# YOUR TASK:
Your copy of the lines below must match them exactly and contain no images.

+++

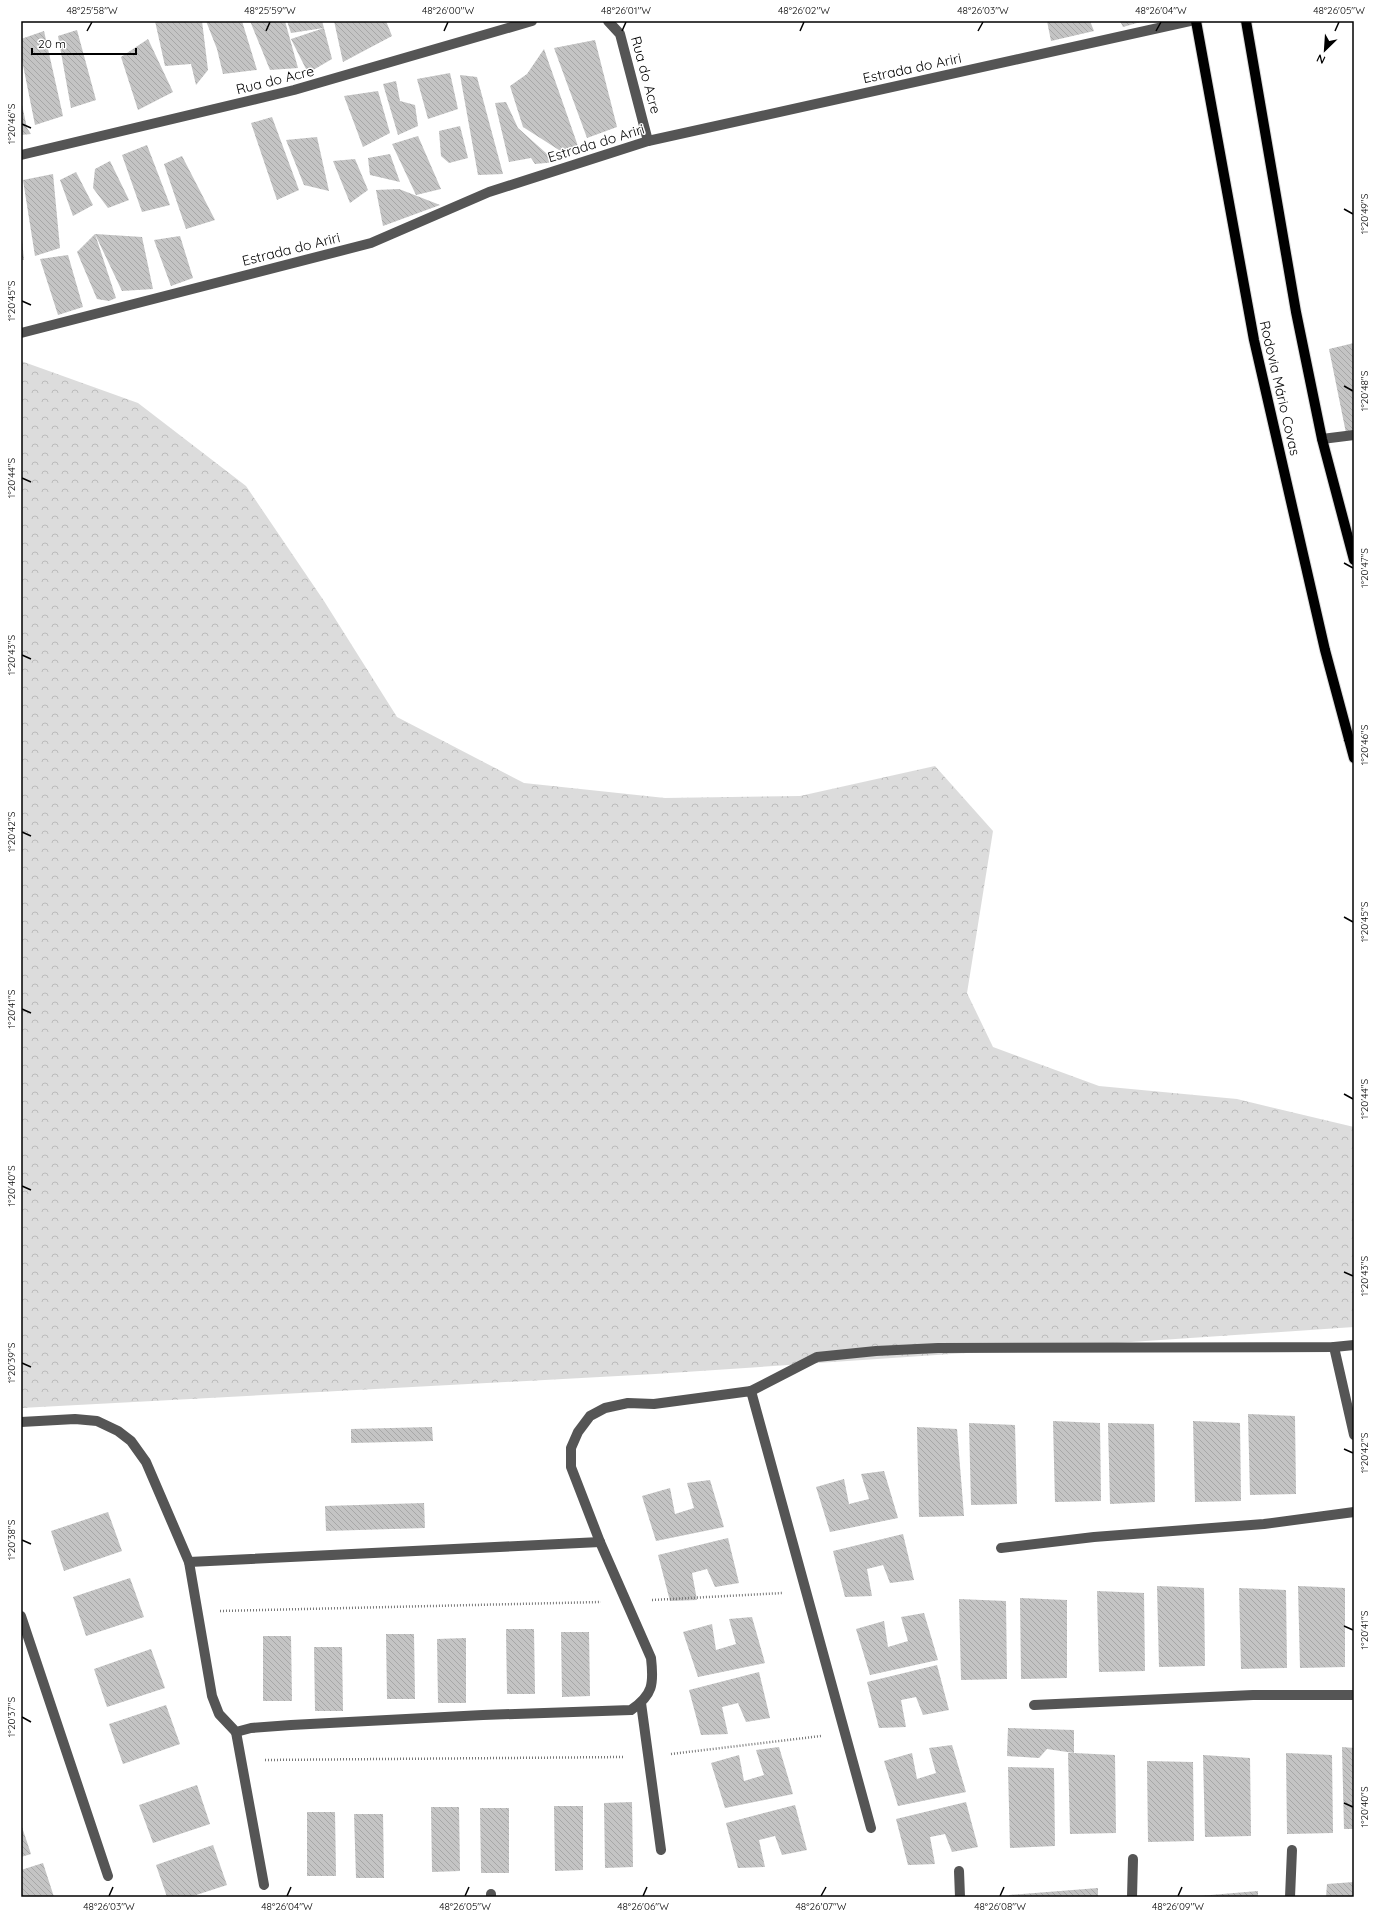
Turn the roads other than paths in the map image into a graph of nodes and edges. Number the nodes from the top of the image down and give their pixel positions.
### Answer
1 (532, 21) edge
2 (608, 21) edge
3 (1190, 21) edge
4 (1196, 21) edge
5 (1246, 21) edge
6 (648, 141) junction
7 (21, 155) edge
8 (21, 333) edge
9 (1354, 435) edge
10 (1322, 439) junction
11 (1354, 560) edge
12 (1354, 758) edge
13 (1354, 1345) edge
14 (1334, 1347) junction
15 (751, 1391) junction
16 (21, 1422) edge
17 (1354, 1435) edge
18 (1354, 1512) edge
19 (600, 1542) junction
20 (1001, 1548) dead end
21 (189, 1562) junction
22 (21, 1616) edge
23 (1354, 1695) edge
24 (641, 1703) junction
25 (1034, 1705) dead end
26 (236, 1732) junction
27 (871, 1828) dead end
28 (661, 1850) dead end
29 (1292, 1850) dead end
30 (1133, 1859) dead end
31 (959, 1872) dead end
32 (108, 1876) dead end
33 (264, 1885) dead end
34 (960, 1897) edge
35 (1132, 1897) edge
36 (1290, 1897) edge

1 - 7 street, Rua do Acre
2 - 6 street, Rua do Acre
3 - 6 street, Estrada do Ariri
4 - 12 main road, Rodovia Mário Covas
5 - 10 main road
6 - 8 street, Estrada do Ariri
9 - 10 street
10 - 11 main road
13 - 14 street
14 - 15 street
14 - 17 street
15 - 19 street
15 - 27 street
16 - 21 street
18 - 20 street
19 - 21 street
19 - 24 street
21 - 26 street
22 - 32 street
23 - 25 street
24 - 26 street
24 - 28 street
26 - 33 street
29 - 36 street
30 - 35 street
31 - 34 street

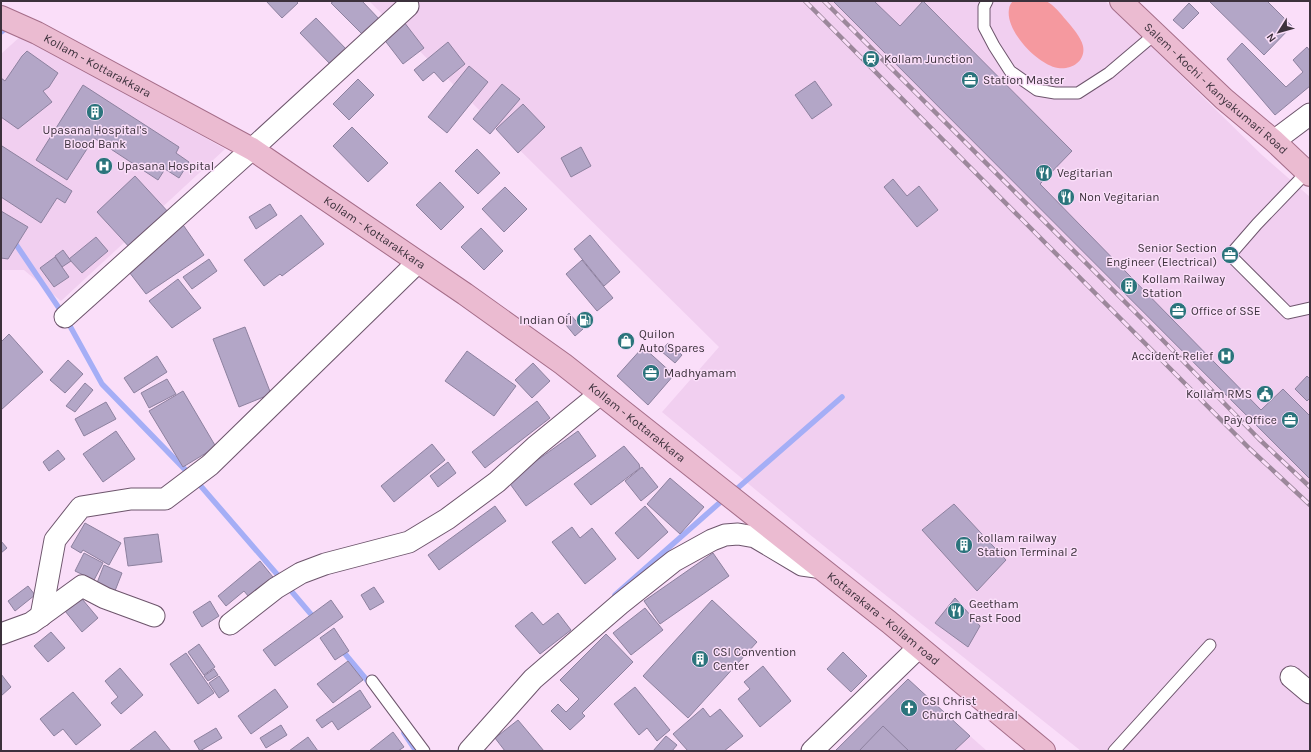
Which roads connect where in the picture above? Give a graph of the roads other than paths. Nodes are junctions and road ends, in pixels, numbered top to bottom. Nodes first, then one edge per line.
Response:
1 (987, 1) edge
2 (1122, 1) edge
3 (408, 6) dead end
4 (1, 17) edge
5 (1154, 34) junction
6 (1310, 114) edge
7 (1274, 141) junction
8 (252, 149) junction
9 (1309, 174) edge
10 (418, 262) junction
11 (1310, 308) edge
12 (65, 317) dead end
13 (600, 394) junction
14 (728, 496) joint
15 (818, 567) junction
16 (41, 616) junction
17 (154, 616) dead end
18 (230, 624) dead end
19 (1, 634) edge
20 (1210, 645) dead end
21 (919, 647) junction
22 (1291, 677) dead end
23 (372, 681) dead end
24 (1310, 693) edge
25 (424, 751) edge
26 (469, 751) edge
27 (812, 751) edge
28 (1044, 751) edge
29 (1114, 751) edge

1 - 5 lane
2 - 5 main road, Salem - Kochi - Kanyakumari Road
3 - 8 street
4 - 8 main road, Kollam - Kottarakkara
5 - 7 main road, Salem - Kochi - Kanyakumari Road
6 - 7 street
7 - 9 main road, Salem - Kochi - Kanyakumari Road
8 - 10 main road, Kollam - Kottarakkara
8 - 12 street
9 - 11 lane
10 - 13 main road, Kollam - Kottarakkara
10 - 16 street
13 - 14 main road, Kollam - Kottarakkara
13 - 18 street
14 - 15 main road, Kottarakara - Kollam road
15 - 21 main road, Kottarakara - Kollam road
15 - 26 street
16 - 17 street
16 - 19 street
20 - 29 lane
21 - 27 street
21 - 28 main road, Kottarakara - Kollam road
22 - 24 street
23 - 25 lane

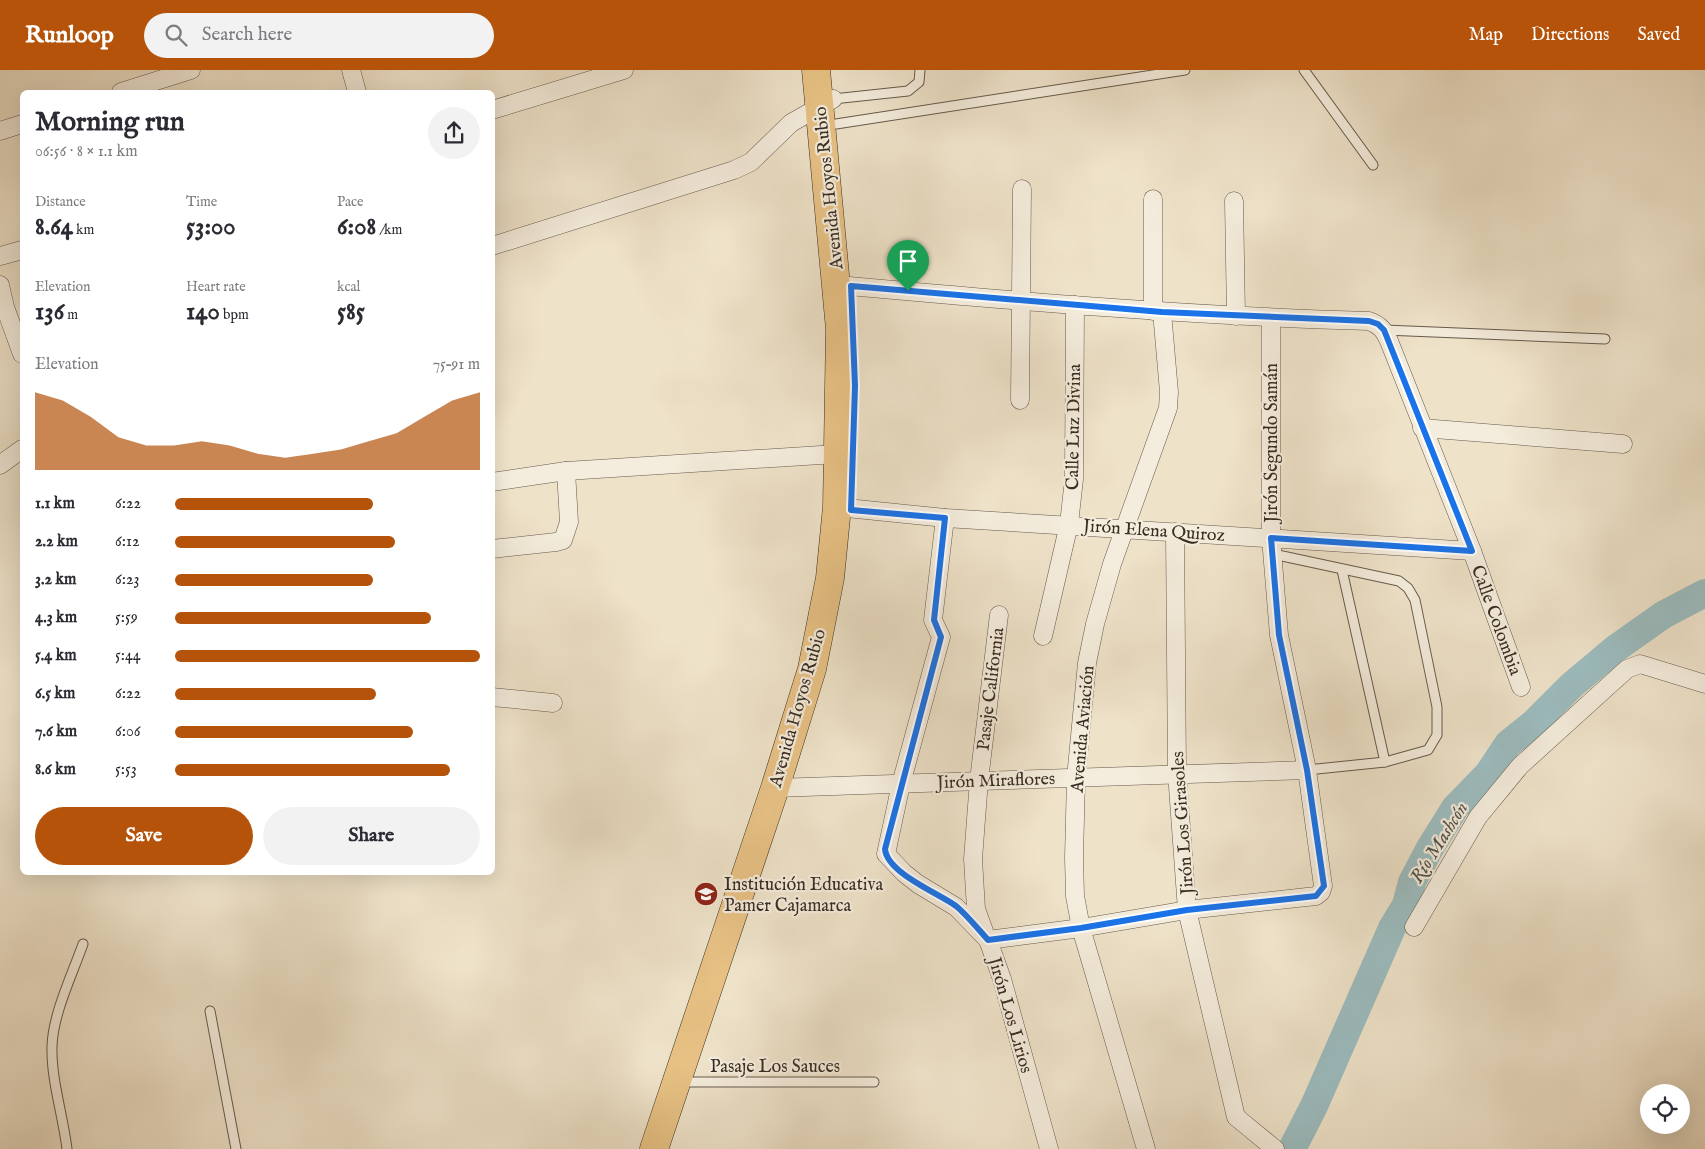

+++

# ANSWER FOR THIS EXERCISE:
Turn the roads other than paths in the map image into a graph of nodes and edges. Number the nodes from the top of the image down and give their pixel positions.
### Answer
1 (532, 21) edge
2 (608, 21) edge
3 (1190, 21) edge
4 (1196, 21) edge
5 (1246, 21) edge
6 (648, 141) junction
7 (21, 155) edge
8 (21, 333) edge
9 (1354, 435) edge
10 (1322, 439) junction
11 (1354, 560) edge
12 (1354, 758) edge
13 (1354, 1345) edge
14 (1334, 1347) junction
15 (751, 1391) junction
16 (21, 1422) edge
17 (1354, 1435) edge
18 (1354, 1512) edge
19 (600, 1542) junction
20 (1001, 1548) dead end
21 (189, 1562) junction
22 (21, 1616) edge
23 (1354, 1695) edge
24 (641, 1703) junction
25 (1034, 1705) dead end
26 (236, 1732) junction
27 (871, 1828) dead end
28 (661, 1850) dead end
29 (1292, 1850) dead end
30 (1133, 1859) dead end
31 (959, 1872) dead end
32 (108, 1876) dead end
33 (264, 1885) dead end
34 (960, 1897) edge
35 (1132, 1897) edge
36 (1290, 1897) edge

1 - 7 street, Rua do Acre
2 - 6 street, Rua do Acre
3 - 6 street, Estrada do Ariri
4 - 12 main road, Rodovia Mário Covas
5 - 10 main road
6 - 8 street, Estrada do Ariri
9 - 10 street
10 - 11 main road
13 - 14 street
14 - 15 street
14 - 17 street
15 - 19 street
15 - 27 street
16 - 21 street
18 - 20 street
19 - 21 street
19 - 24 street
21 - 26 street
22 - 32 street
23 - 25 street
24 - 26 street
24 - 28 street
26 - 33 street
29 - 36 street
30 - 35 street
31 - 34 street

Which roads connect where in the picture above? Give a graph of the roads other than paths. Nodes are junctions and road ends, in pixels, numbered top to bottom. Nodes first, then one edge per line.
Response:
1 (987, 1) edge
2 (1122, 1) edge
3 (408, 6) dead end
4 (1, 17) edge
5 (1154, 34) junction
6 (1310, 114) edge
7 (1274, 141) junction
8 (252, 149) junction
9 (1309, 174) edge
10 (418, 262) junction
11 (1310, 308) edge
12 (65, 317) dead end
13 (600, 394) junction
14 (728, 496) joint
15 (818, 567) junction
16 (41, 616) junction
17 (154, 616) dead end
18 (230, 624) dead end
19 (1, 634) edge
20 (1210, 645) dead end
21 (919, 647) junction
22 (1291, 677) dead end
23 (372, 681) dead end
24 (1310, 693) edge
25 (424, 751) edge
26 (469, 751) edge
27 (812, 751) edge
28 (1044, 751) edge
29 (1114, 751) edge

1 - 5 lane
2 - 5 main road, Salem - Kochi - Kanyakumari Road
3 - 8 street
4 - 8 main road, Kollam - Kottarakkara
5 - 7 main road, Salem - Kochi - Kanyakumari Road
6 - 7 street
7 - 9 main road, Salem - Kochi - Kanyakumari Road
8 - 10 main road, Kollam - Kottarakkara
8 - 12 street
9 - 11 lane
10 - 13 main road, Kollam - Kottarakkara
10 - 16 street
13 - 14 main road, Kollam - Kottarakkara
13 - 18 street
14 - 15 main road, Kottarakara - Kollam road
15 - 21 main road, Kottarakara - Kollam road
15 - 26 street
16 - 17 street
16 - 19 street
20 - 29 lane
21 - 27 street
21 - 28 main road, Kottarakara - Kollam road
22 - 24 street
23 - 25 lane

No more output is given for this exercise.